**The task**
Scan the listing below for the word "dead" and copy every line where it occurs.

[Material for the task]

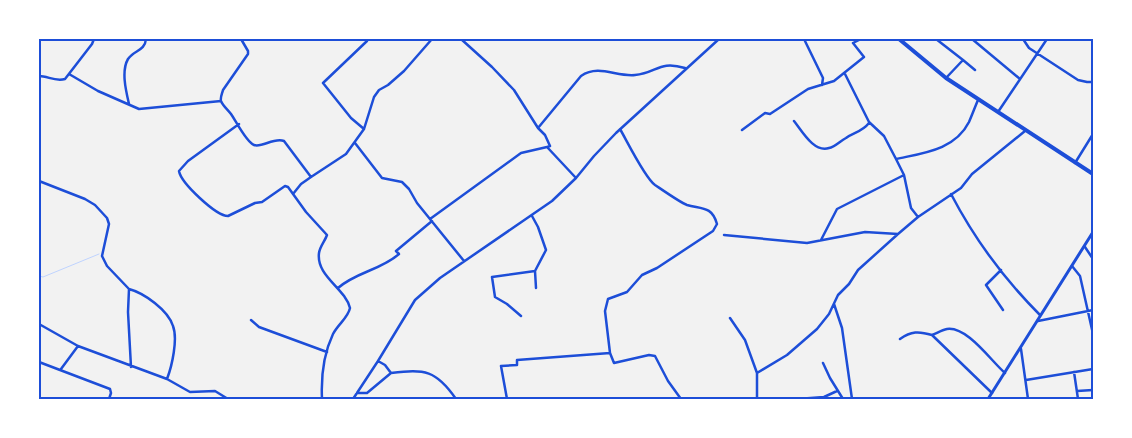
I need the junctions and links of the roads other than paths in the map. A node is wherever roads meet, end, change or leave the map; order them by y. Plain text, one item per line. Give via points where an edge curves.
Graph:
1 (94, 39) edge
2 (146, 39) edge
3 (241, 39) edge
4 (366, 39) edge
5 (432, 39) edge
6 (461, 39) edge
7 (718, 39) edge
8 (804, 39) edge
9 (861, 39) edge
10 (898, 39) edge
11 (936, 39) edge
12 (972, 39) edge
13 (1023, 39) edge
14 (1047, 39) edge
15 (1038, 53) junction
16 (963, 60) junction
17 (686, 68) junction
18 (975, 70) dead end
19 (845, 73) junction
20 (69, 74) junction
21 (39, 76) edge
22 (946, 78) junction
23 (1020, 79) junction
24 (1093, 82) edge
25 (822, 85) junction
26 (978, 100) junction
27 (221, 101) junction
28 (129, 104) junction
29 (997, 113) junction
30 (794, 121) dead end
31 (869, 122) junction
32 (1093, 122) edge
33 (239, 124) junction
34 (538, 128) junction
35 (364, 129) junction
36 (620, 129) junction
37 (742, 130) dead end
38 (1025, 131) junction
39 (1093, 132) edge
40 (355, 144) junction
41 (550, 146) junction
42 (896, 159) junction
43 (1075, 163) junction
44 (904, 175) junction
45 (1093, 175) edge
46 (311, 177) junction
47 (576, 178) junction
48 (39, 182) edge
49 (293, 194) junction
50 (951, 194) junction
51 (532, 216) junction
52 (918, 217) junction
53 (431, 220) junction
54 (1093, 232) edge
55 (898, 234) junction
56 (724, 235) dead end
57 (821, 240) junction
58 (1084, 247) junction
59 (1093, 260) edge
60 (464, 262) junction
61 (1072, 266) junction
62 (1000, 270) junction
63 (534, 271) junction
64 (338, 288) junction
65 (536, 288) dead end
66 (129, 289) junction
67 (833, 302) junction
68 (1003, 310) dead end
69 (1093, 310) edge
70 (1089, 311) junction
71 (1040, 315) junction
72 (521, 316) dead end
73 (730, 318) dead end
74 (251, 320) dead end
75 (1036, 322) junction
76 (39, 324) edge
77 (1093, 334) edge
78 (932, 335) junction
79 (900, 339) dead end
80 (78, 346) junction
81 (1021, 349) junction
82 (327, 352) junction
83 (610, 353) junction
84 (378, 361) junction
85 (39, 362) edge
86 (823, 363) dead end
87 (132, 367) junction
88 (1093, 369) edge
89 (61, 370) junction
90 (391, 372) junction
91 (757, 372) junction
92 (1074, 372) junction
93 (1005, 373) junction
94 (167, 379) junction
95 (1026, 380) junction
96 (1093, 390) edge
97 (837, 391) junction
98 (1077, 391) junction
99 (992, 393) junction
100 (357, 394) junction
101 (109, 399) edge
102 (228, 399) edge
103 (322, 399) edge
104 (353, 399) edge
105 (456, 399) edge
106 (507, 399) edge
107 (681, 399) edge
108 (757, 399) edge
109 (797, 399) edge
110 (843, 399) edge
111 (852, 399) edge
112 (988, 399) edge
113 (1028, 399) edge
114 (1078, 399) edge

1 - 20 street
2 - 28 street via 143,48 133,54 126,65
3 - 27 street via 248,54 223,90
4 - 35 street via 323,83
5 - 35 street via 404,71 379,90
6 - 34 street via 514,90
7 - 17 street
8 - 25 street via 822,78
9 - 19 street via 853,43 864,57
10 - 22 highway
11 - 16 street
12 - 23 street
13 - 15 street via 1028,48
14 - 15 street
15 - 23 street
15 - 24 street via 1078,80
16 - 18 street
16 - 22 street
17 - 34 street via 672,64 634,75 588,72 581,76
17 - 36 street
19 - 25 street
19 - 31 street
20 - 21 street via 61,80
20 - 28 street
22 - 26 highway
23 - 29 street
25 - 37 street via 808,89 770,114 765,113
26 - 29 highway
26 - 42 street via 968,124 952,141 940,149
27 - 28 street via 139,109
27 - 33 street
29 - 38 highway
30 - 31 street via 816,147 823,149 863,130
31 - 42 street via 884,136
32 - 39 street
33 - 46 street via 253,144 284,142
33 - 49 street via 179,171 188,187 224,216 262,202 285,186
34 - 41 street
35 - 40 street
36 - 47 street
36 - 83 street via 650,180 686,205 702,207 712,214 717,224 713,231 642,275 627,292 608,299 604,311
38 - 43 highway
38 - 50 street
39 - 43 street
40 - 46 street via 346,154
40 - 53 street via 382,178 402,182 409,189
41 - 47 street
41 - 53 street via 521,153
42 - 44 street
43 - 45 highway
44 - 52 street via 911,208
44 - 57 street via 837,209
46 - 49 street
47 - 51 street
48 - 66 street via 95,204 107,218 109,224 102,256
49 - 64 street via 327,235 319,260
50 - 52 street
50 - 62 street via 964,219
51 - 60 street
51 - 63 street via 546,250
52 - 55 street
53 - 60 street
53 - 64 street via 396,251 399,254 393,259
54 - 58 street
55 - 57 street via 865,232
55 - 67 street via 858,270
56 - 57 street via 807,243
58 - 59 street
58 - 61 street
60 - 84 street via 415,300
61 - 70 street via 1080,276
61 - 71 street
62 - 68 street via 986,285
62 - 71 street
63 - 65 street
63 - 72 street via 492,277 495,297
64 - 82 street via 350,308 334,333
66 - 87 street
66 - 94 street via 148,297 174,326 173,360
67 - 91 street via 818,330 788,355
67 - 111 street via 842,328
69 - 70 street
70 - 75 street
70 - 77 street
71 - 75 street
73 - 91 street via 745,340
74 - 82 street via 259,327
75 - 81 street
76 - 80 street
78 - 79 street via 909,333
78 - 93 street via 947,329 960,331
78 - 99 street
80 - 87 street
80 - 89 street
81 - 93 street
81 - 95 street
82 - 103 street
83 - 106 street via 517,360 517,364 501,366
83 - 107 street via 614,363 655,356
84 - 90 street
84 - 100 street
85 - 89 street
86 - 97 street
87 - 94 street
88 - 92 street
89 - 101 street via 110,389
90 - 100 street via 366,392
90 - 105 street via 427,372
91 - 108 street
92 - 95 street
92 - 98 street
93 - 99 street
94 - 102 street via 190,392 215,391
95 - 113 street
96 - 98 street
97 - 109 street via 824,397
97 - 110 street
98 - 114 street
99 - 112 street
100 - 104 street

[/Material for the task]

**Solution to this problem**
18 (975, 70) dead end
30 (794, 121) dead end
37 (742, 130) dead end
56 (724, 235) dead end
65 (536, 288) dead end
68 (1003, 310) dead end
72 (521, 316) dead end
73 (730, 318) dead end
74 (251, 320) dead end
79 (900, 339) dead end
86 (823, 363) dead end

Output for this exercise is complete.